WELLINGTON NORTH – Two new telecommunications towers could be coming to Wellington North.
At a meeting on August 9, council received letters from rural internet service provider and mobile network operator Xplornet. The company is looking to install two 45-metre (148-foot) telecommunications towers in the township.
Xplornet’s letters to council state the purpose of the towers is “to provide wireless broadband internet services to surrounding businesses and residents as part of our mission to make affordable, robust broadband available to every Canadian home and business.”
The letter also notes the current level of service in the area does not meet Xplornet standards and the needs of people in the neighbourhood.
Xplornet had first looked at the possibility of sharing an existing telecommunications tower in order to minimize the number of new antennas in the area. However, the letter notes none of the existing structures were determined to be suitable for site-sharing.
The first new tower would be located at 8316 Line 6, west of Damascus.
“It’s good news,” said councilor Lisa Hern. “Not that I’m questioning anything about it, but I’m just wondering whether or not (these towers) are capable of the 50 megabytes per second that some of the other ones offer.”
CAO Mike Givens explained the township actually has no approval authority over the towers.
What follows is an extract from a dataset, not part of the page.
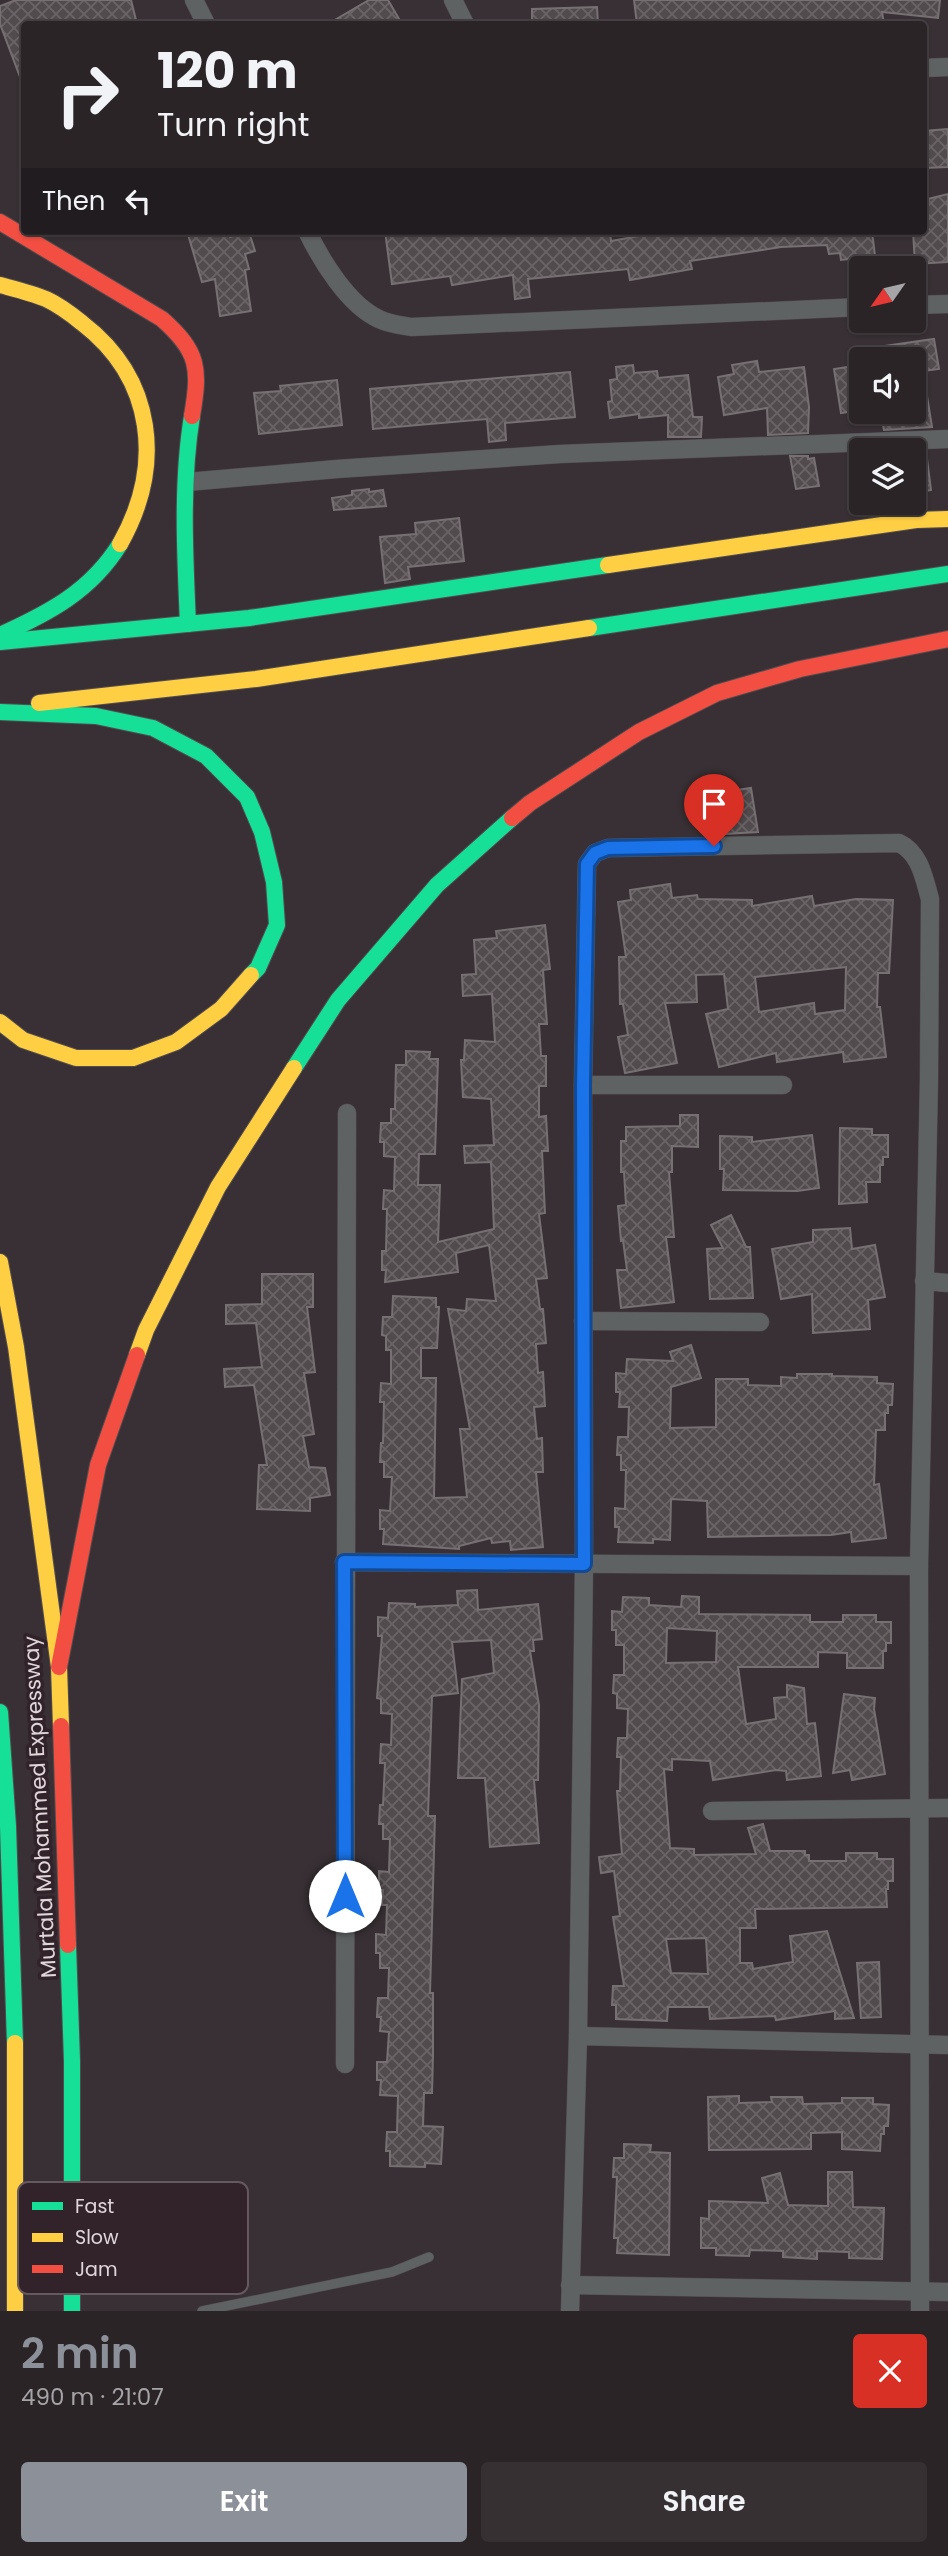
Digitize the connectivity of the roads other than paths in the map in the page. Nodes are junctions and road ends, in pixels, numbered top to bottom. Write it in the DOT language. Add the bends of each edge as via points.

“This is a federal approval, and we’re basically notified,” he said. “Typically, it’s very good news, but we’re not provided any further details. We’re not considered an approval authority, or even a commenting agent as it relates to these telecommunications towers.”
The second tower would be located at 7239 5th Line, east of Arthur.
Councillor Steve McCabe raised potential concern about the second tower’s impact on the York Soaring Association, a local gliding club.
“I can’t imagine the gliding club would be too happy with this tower if it had wires, but I guess we’ll find out when they start to build it if there’s going to be guide wires or not,” said McCabe. “I can’t imagine there would be guide wires so close to an airport and the gliding club.”
Mayor Andy Lennox said members of the gliding club have already raised objections to the tower.
“It was through a third party, and I said they need to talk to NAV Canada and the CRTC, because we don’t have the authority,” Lennox said.
“Certainly, it is of concern for that airfield, to make sure that the safety is looked after for those airplanes and gliders.”
The letters were received for information by council.